Daily Multivitamin-Mineral May Lower Risk of Heart Disease in Women
A recent study suggests that taking a daily multivitamin and mineral supplement may lower the risk of heart disease by more than 35% in women. No similar effect was seen in men or for multivitamin supplements.
Participants in the study included 8,678 people age 40 and older who took part in the third National Health and Nutrition Examination Survey, which had an average 18 years of follow-up. After analyzing the data, the researchers found that there was no general association between taking multivitamin and mineral supplements and cardiovascular disease risk.

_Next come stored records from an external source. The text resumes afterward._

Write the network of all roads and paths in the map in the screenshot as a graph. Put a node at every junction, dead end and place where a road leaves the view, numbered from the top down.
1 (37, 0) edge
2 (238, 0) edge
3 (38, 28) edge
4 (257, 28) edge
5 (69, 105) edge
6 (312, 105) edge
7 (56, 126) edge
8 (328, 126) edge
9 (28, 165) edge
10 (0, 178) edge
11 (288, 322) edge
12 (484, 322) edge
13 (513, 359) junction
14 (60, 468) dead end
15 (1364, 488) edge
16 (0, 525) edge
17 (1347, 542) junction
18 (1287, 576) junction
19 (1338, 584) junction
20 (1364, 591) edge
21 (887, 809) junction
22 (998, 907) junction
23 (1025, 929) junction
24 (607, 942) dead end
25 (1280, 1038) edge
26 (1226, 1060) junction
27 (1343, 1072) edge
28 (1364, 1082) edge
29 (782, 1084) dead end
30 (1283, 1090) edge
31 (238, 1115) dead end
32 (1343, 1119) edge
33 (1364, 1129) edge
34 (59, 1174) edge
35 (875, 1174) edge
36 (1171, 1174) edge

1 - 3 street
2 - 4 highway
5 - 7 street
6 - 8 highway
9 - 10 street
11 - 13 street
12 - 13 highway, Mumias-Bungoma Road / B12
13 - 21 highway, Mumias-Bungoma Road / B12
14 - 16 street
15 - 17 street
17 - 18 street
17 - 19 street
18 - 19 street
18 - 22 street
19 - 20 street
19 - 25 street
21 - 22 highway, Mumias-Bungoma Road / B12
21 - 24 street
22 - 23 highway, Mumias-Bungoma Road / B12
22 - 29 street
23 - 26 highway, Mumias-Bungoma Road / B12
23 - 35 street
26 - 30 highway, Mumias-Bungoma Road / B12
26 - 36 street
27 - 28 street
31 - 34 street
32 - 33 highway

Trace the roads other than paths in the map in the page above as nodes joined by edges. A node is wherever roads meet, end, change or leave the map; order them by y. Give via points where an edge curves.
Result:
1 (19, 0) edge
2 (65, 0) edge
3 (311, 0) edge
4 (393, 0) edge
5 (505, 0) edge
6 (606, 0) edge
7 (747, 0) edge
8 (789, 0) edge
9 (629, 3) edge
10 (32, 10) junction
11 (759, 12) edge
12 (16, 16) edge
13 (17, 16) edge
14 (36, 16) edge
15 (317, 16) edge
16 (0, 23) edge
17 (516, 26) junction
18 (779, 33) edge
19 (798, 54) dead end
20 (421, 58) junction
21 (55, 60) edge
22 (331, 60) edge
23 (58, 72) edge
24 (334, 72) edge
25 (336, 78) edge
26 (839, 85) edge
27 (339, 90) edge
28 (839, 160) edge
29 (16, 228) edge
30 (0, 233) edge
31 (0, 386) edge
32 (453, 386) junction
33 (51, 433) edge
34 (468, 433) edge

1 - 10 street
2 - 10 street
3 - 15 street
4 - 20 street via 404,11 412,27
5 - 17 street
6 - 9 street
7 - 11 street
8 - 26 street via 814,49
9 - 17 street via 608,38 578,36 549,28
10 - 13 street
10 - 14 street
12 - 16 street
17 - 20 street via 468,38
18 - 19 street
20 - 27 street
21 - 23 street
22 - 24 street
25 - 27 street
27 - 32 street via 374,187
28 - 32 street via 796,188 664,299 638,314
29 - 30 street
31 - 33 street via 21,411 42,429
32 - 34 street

However, when they narrowed the data down to look specifically at length of supplementation the researchers found that women had a 35% lower risk of developing cardiovascular disease if they took the supplements for more than three years.
On the other hand, the researchers observed a slightly lower risk for men who took the supplements for between one and three years but cautioned that the sample size was not large enough to draw a conclusion.
Researchers from the Office of Dietary Supplements at the US National Institutes of Health conducted the study. It was published online ahead of print on January 7, 2015, in The Journal of Nutrition.
Multivitamin-mineral supplements contain minerals such as calcium, magnesium, zinc, phosphorous, manganese and copper. They may also contain iron, selenium, iodine, chromium or molybdenum.
Previous studies have shown that multivitamin-mineral supplements may aid in weight loss, reduce the risk of cardiovascular disease, and boost general physical health. Other studies have also shown that the cells of people who routinely take multivitamins have a younger biological age.